_WORK ORDER_: Look through the material below and show every line with the word "nodes".

_PROVIDED RECORDS_:
BEGIN
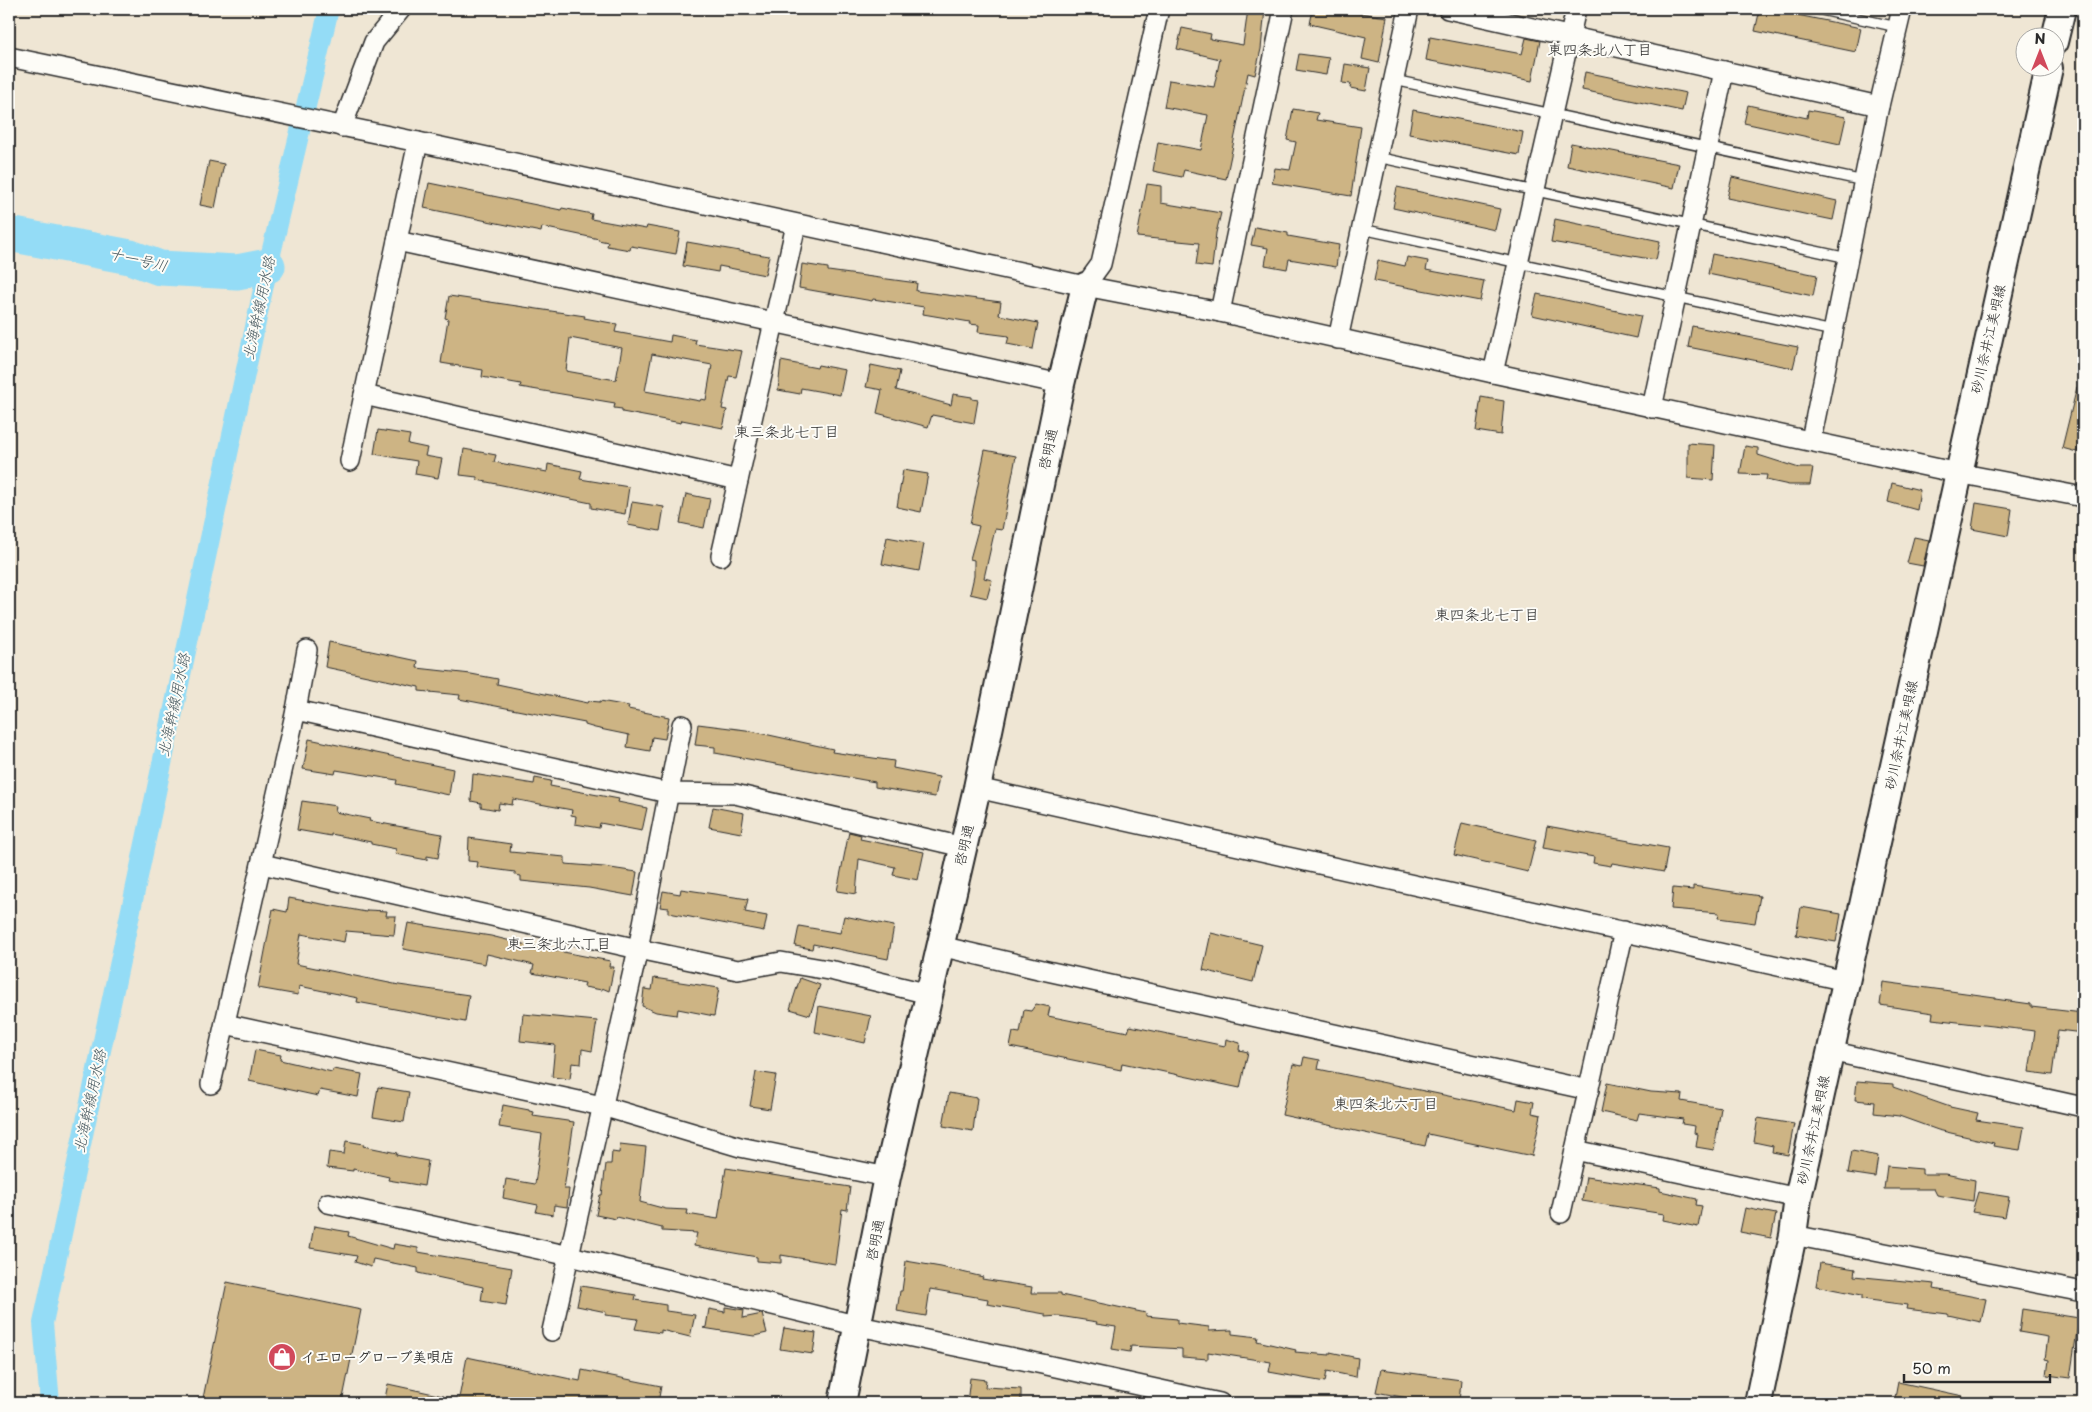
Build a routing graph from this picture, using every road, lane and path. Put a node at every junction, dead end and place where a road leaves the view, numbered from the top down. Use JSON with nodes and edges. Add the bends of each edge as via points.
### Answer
{"nodes":[{"id":1,"x":401,"y":9,"type":"edge"},
{"id":2,"x":1159,"y":9,"type":"edge"},
{"id":3,"x":1284,"y":9,"type":"edge"},
{"id":4,"x":1409,"y":9,"type":"edge"},
{"id":5,"x":1448,"y":9,"type":"edge"},
{"id":6,"x":1576,"y":9,"type":"edge"},
{"id":7,"x":1817,"y":9,"type":"edge"},
{"id":8,"x":2062,"y":9,"type":"edge"},
{"id":9,"x":1899,"y":18,"type":"edge"},
{"id":10,"x":2057,"y":28,"type":"edge"},
{"id":11,"x":1570,"y":36,"type":"junction"},
{"id":12,"x":9,"y":57,"type":"edge"},
{"id":13,"x":1724,"y":71,"type":"junction"},
{"id":14,"x":2047,"y":78,"type":"edge"},
{"id":15,"x":1394,"y":80,"type":"junction"},
{"id":16,"x":1879,"y":106,"type":"junction"},
{"id":17,"x":1552,"y":115,"type":"junction"},
{"id":18,"x":342,"y":127,"type":"junction"},
{"id":19,"x":418,"y":142,"type":"junction"},
{"id":20,"x":1708,"y":147,"type":"junction"},
{"id":21,"x":1377,"y":157,"type":"junction"},
{"id":22,"x":1864,"y":181,"type":"junction"},
{"id":23,"x":1535,"y":190,"type":"junction"},
{"id":24,"x":1691,"y":224,"type":"junction"},
{"id":25,"x":796,"y":225,"type":"junction"},
{"id":26,"x":1362,"y":229,"type":"junction"},
{"id":27,"x":397,"y":241,"type":"junction"},
{"id":28,"x":1848,"y":258,"type":"junction"},
{"id":29,"x":1518,"y":263,"type":"junction"},
{"id":30,"x":1085,"y":286,"type":"junction"},
{"id":31,"x":1676,"y":297,"type":"junction"},
{"id":32,"x":1220,"y":312,"type":"junction"},
{"id":33,"x":775,"y":324,"type":"junction"},
{"id":34,"x":1833,"y":331,"type":"junction"},
{"id":35,"x":1338,"y":339,"type":"junction"},
{"id":36,"x":1493,"y":373,"type":"junction"},
{"id":37,"x":1061,"y":384,"type":"junction"},
{"id":38,"x":364,"y":396,"type":"junction"},
{"id":39,"x":1652,"y":408,"type":"junction"},
{"id":40,"x":1811,"y":440,"type":"junction"},
{"id":41,"x":350,"y":460,"type":"dead end"},
{"id":42,"x":1958,"y":473,"type":"junction"},
{"id":43,"x":738,"y":480,"type":"junction"},
{"id":44,"x":2083,"y":497,"type":"edge"},
{"id":45,"x":721,"y":556,"type":"dead end"},
{"id":46,"x":308,"y":650,"type":"dead end"},
{"id":47,"x":296,"y":710,"type":"junction"},
{"id":48,"x":682,"y":725,"type":"dead end"},
{"id":49,"x":977,"y":788,"type":"junction"},
{"id":50,"x":668,"y":793,"type":"junction"},
{"id":51,"x":963,"y":847,"type":"junction"},
{"id":52,"x":262,"y":864,"type":"junction"},
{"id":53,"x":1624,"y":931,"type":"junction"},
{"id":54,"x":940,"y":946,"type":"junction"},
{"id":55,"x":638,"y":950,"type":"junction"},
{"id":56,"x":1846,"y":981,"type":"junction"},
{"id":57,"x":929,"y":994,"type":"junction"},
{"id":58,"x":225,"y":1024,"type":"junction"},
{"id":59,"x":1830,"y":1051,"type":"junction"},
{"id":60,"x":211,"y":1084,"type":"dead end"},
{"id":61,"x":1588,"y":1090,"type":"junction"},
{"id":62,"x":602,"y":1106,"type":"junction"},
{"id":63,"x":2083,"y":1106,"type":"edge"},
{"id":64,"x":1576,"y":1150,"type":"junction"},
{"id":65,"x":887,"y":1176,"type":"junction"},
{"id":66,"x":1798,"y":1198,"type":"junction"},
{"id":67,"x":328,"y":1203,"type":"dead end"},
{"id":68,"x":1562,"y":1213,"type":"dead end"},
{"id":69,"x":1793,"y":1235,"type":"junction"},
{"id":70,"x":570,"y":1256,"type":"junction"},
{"id":71,"x":2083,"y":1292,"type":"edge"},
{"id":72,"x":859,"y":1326,"type":"junction"},
{"id":73,"x":552,"y":1331,"type":"dead end"},
{"id":74,"x":842,"y":1403,"type":"edge"},
{"id":75,"x":1220,"y":1403,"type":"edge"},
{"id":76,"x":1758,"y":1403,"type":"edge"}],
"edges":[{"from":1,"to":18,"type":"street","via":[[374,42]]},
{"from":2,"to":30,"type":"street","via":[[1101,264]]},
{"from":3,"to":32,"type":"street"},
{"from":4,"to":15,"type":"street"},
{"from":5,"to":11,"type":"street"},
{"from":6,"to":11,"type":"street"},
{"from":7,"to":9,"type":"lane"},
{"from":8,"to":10,"type":"main road"},
{"from":9,"to":16,"type":"street"},
{"from":11,"to":13,"type":"street"},
{"from":11,"to":17,"type":"street"},
{"from":12,"to":18,"type":"street"},
{"from":13,"to":16,"type":"street"},
{"from":13,"to":20,"type":"street"},
{"from":14,"to":42,"type":"main road","name":"砂川奈井江美唄線"},
{"from":15,"to":17,"type":"lane"},
{"from":15,"to":21,"type":"street"},
{"from":16,"to":22,"type":"street"},
{"from":17,"to":20,"type":"lane"},
{"from":17,"to":23,"type":"street"},
{"from":18,"to":19,"type":"street"},
{"from":19,"to":25,"type":"street"},
{"from":19,"to":27,"type":"street"},
{"from":20,"to":22,"type":"lane"},
{"from":20,"to":24,"type":"street"},
{"from":21,"to":23,"type":"lane"},
{"from":21,"to":26,"type":"street"},
{"from":22,"to":28,"type":"street"},
{"from":23,"to":24,"type":"lane"},
{"from":23,"to":29,"type":"street"},
{"from":24,"to":28,"type":"lane"},
{"from":24,"to":31,"type":"street"},
{"from":25,"to":30,"type":"street"},
{"from":25,"to":33,"type":"street"},
{"from":26,"to":29,"type":"lane"},
{"from":26,"to":35,"type":"street"},
{"from":27,"to":33,"type":"street"},
{"from":27,"to":38,"type":"street"},
{"from":28,"to":34,"type":"street"},
{"from":29,"to":31,"type":"lane"},
{"from":29,"to":36,"type":"street"},
{"from":30,"to":32,"type":"street"},
{"from":30,"to":37,"type":"main road","name":"啓明通"},
{"from":31,"to":34,"type":"lane"},
{"from":31,"to":39,"type":"street"},
{"from":32,"to":35,"type":"street"},
{"from":33,"to":37,"type":"street"},
{"from":33,"to":43,"type":"street"},
{"from":34,"to":40,"type":"street"},
{"from":35,"to":36,"type":"street"},
{"from":36,"to":39,"type":"street"},
{"from":37,"to":49,"type":"main road","name":"啓明通"},
{"from":38,"to":41,"type":"street"},
{"from":38,"to":43,"type":"street"},
{"from":39,"to":40,"type":"street"},
{"from":40,"to":42,"type":"street"},
{"from":42,"to":44,"type":"street"},
{"from":42,"to":56,"type":"main road","name":"砂川奈井江美唄線"},
{"from":43,"to":45,"type":"street"},
{"from":46,"to":47,"type":"street"},
{"from":47,"to":50,"type":"street"},
{"from":47,"to":52,"type":"street"},
{"from":48,"to":50,"type":"street"},
{"from":49,"to":51,"type":"main road","name":"啓明通"},
{"from":49,"to":53,"type":"street"},
{"from":50,"to":51,"type":"street","via":[[735,794]]},
{"from":50,"to":55,"type":"street"},
{"from":51,"to":54,"type":"main road","name":"啓明通"},
{"from":52,"to":55,"type":"street"},
{"from":52,"to":58,"type":"street"},
{"from":53,"to":56,"type":"street"},
{"from":53,"to":61,"type":"street"},
{"from":54,"to":57,"type":"main road","name":"啓明通"},
{"from":54,"to":61,"type":"street"},
{"from":55,"to":57,"type":"street","via":[[738,970],[781,962]]},
{"from":55,"to":62,"type":"street"},
{"from":56,"to":59,"type":"main road","name":"砂川奈井江美唄線"},
{"from":57,"to":65,"type":"main road","name":"啓明通"},
{"from":58,"to":60,"type":"street"},
{"from":58,"to":62,"type":"street"},
{"from":59,"to":63,"type":"street"},
{"from":59,"to":66,"type":"main road","name":"砂川奈井江美唄線"},
{"from":61,"to":64,"type":"street"},
{"from":62,"to":65,"type":"street","via":[[740,1147]]},
{"from":62,"to":70,"type":"street"},
{"from":64,"to":66,"type":"street"},
{"from":64,"to":68,"type":"street"},
{"from":65,"to":72,"type":"main road","name":"啓明通"},
{"from":66,"to":69,"type":"main road","name":"砂川奈井江美唄線"},
{"from":67,"to":70,"type":"street"},
{"from":69,"to":71,"type":"street"},
{"from":69,"to":76,"type":"main road","name":"砂川奈井江美唄線"},
{"from":70,"to":72,"type":"street"},
{"from":70,"to":73,"type":"street"},
{"from":72,"to":74,"type":"main road","name":"啓明通"},
{"from":72,"to":75,"type":"street"}]}
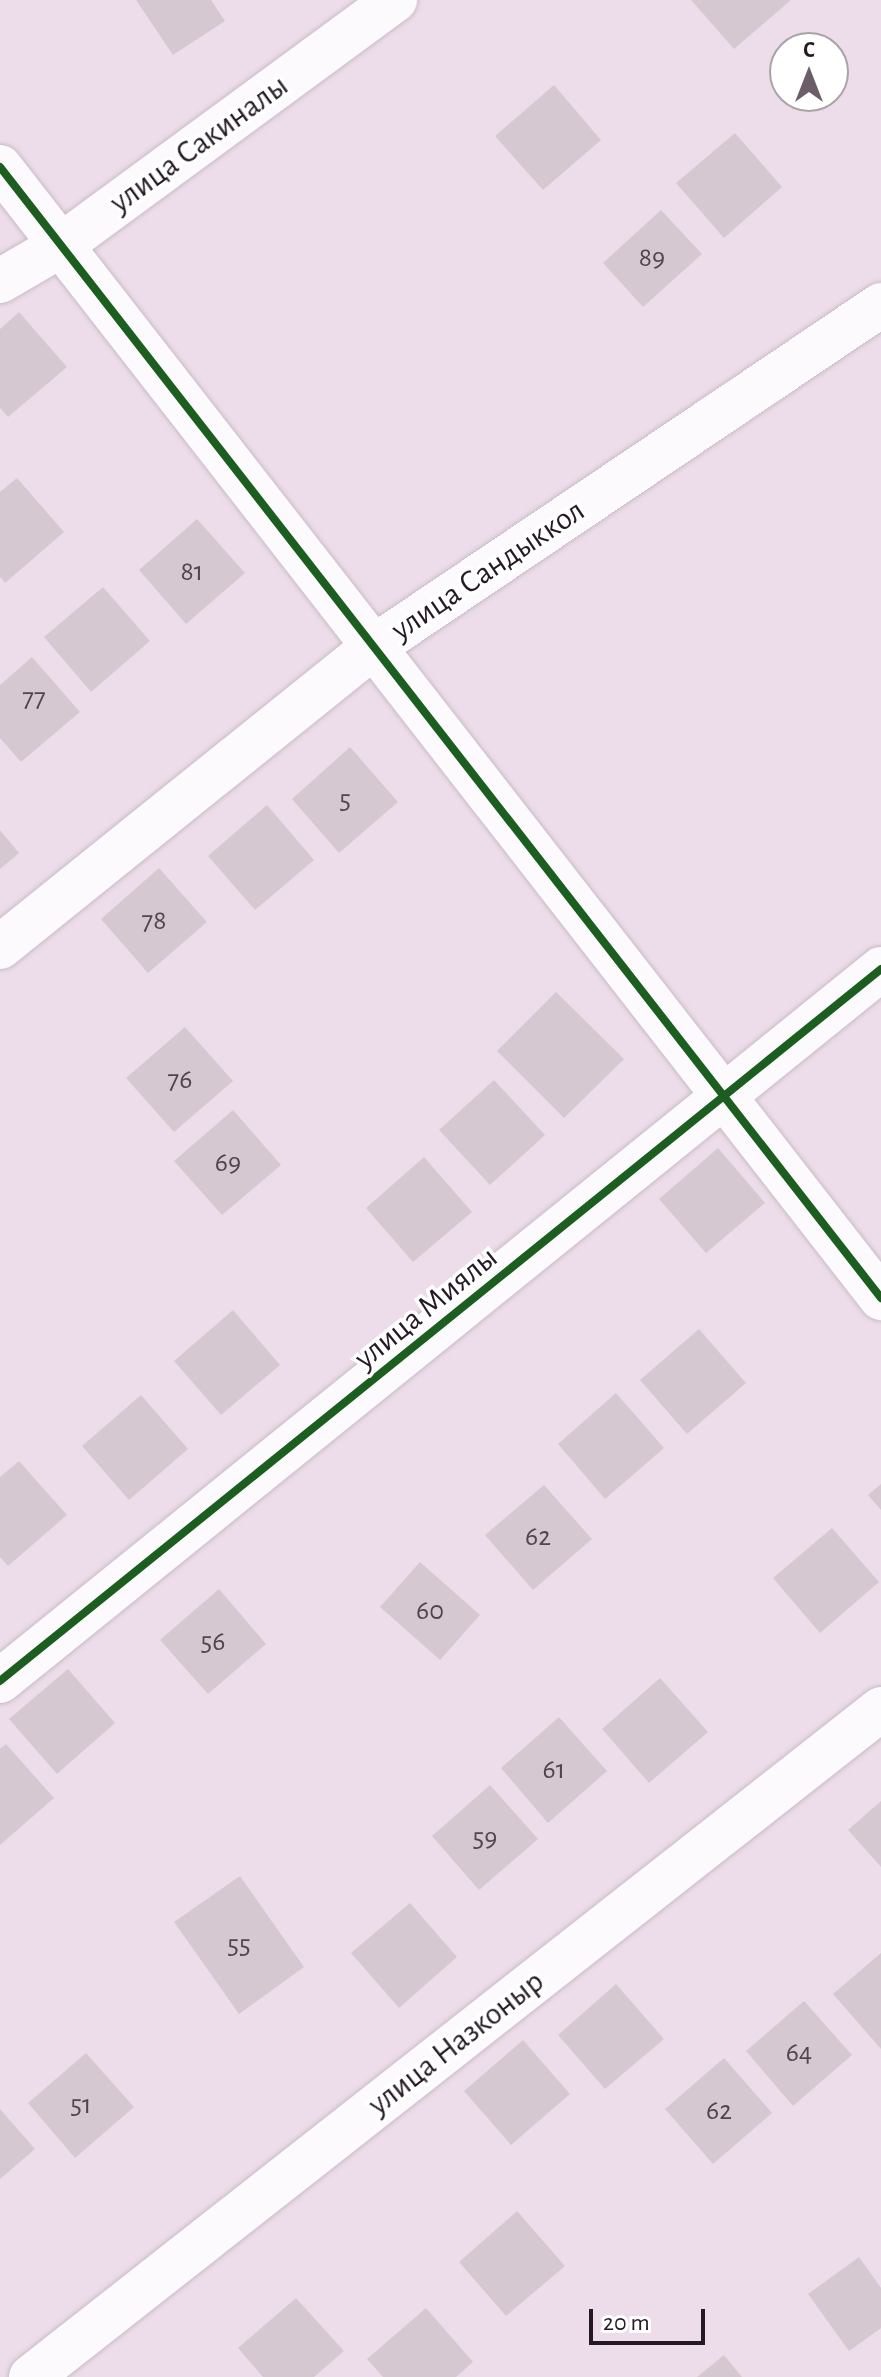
END
_SOLUTION TO THIS PROBLEM_:
Build a routing graph from this picture, using every road, lane and path. Put a node at every junction, dead end and place where a road leaves the view, numbered from the top down. Use JSON with nodes and edges. Add the bends of each edge as via points.
{"nodes":[{"id":1,"x":401,"y":9,"type":"edge"},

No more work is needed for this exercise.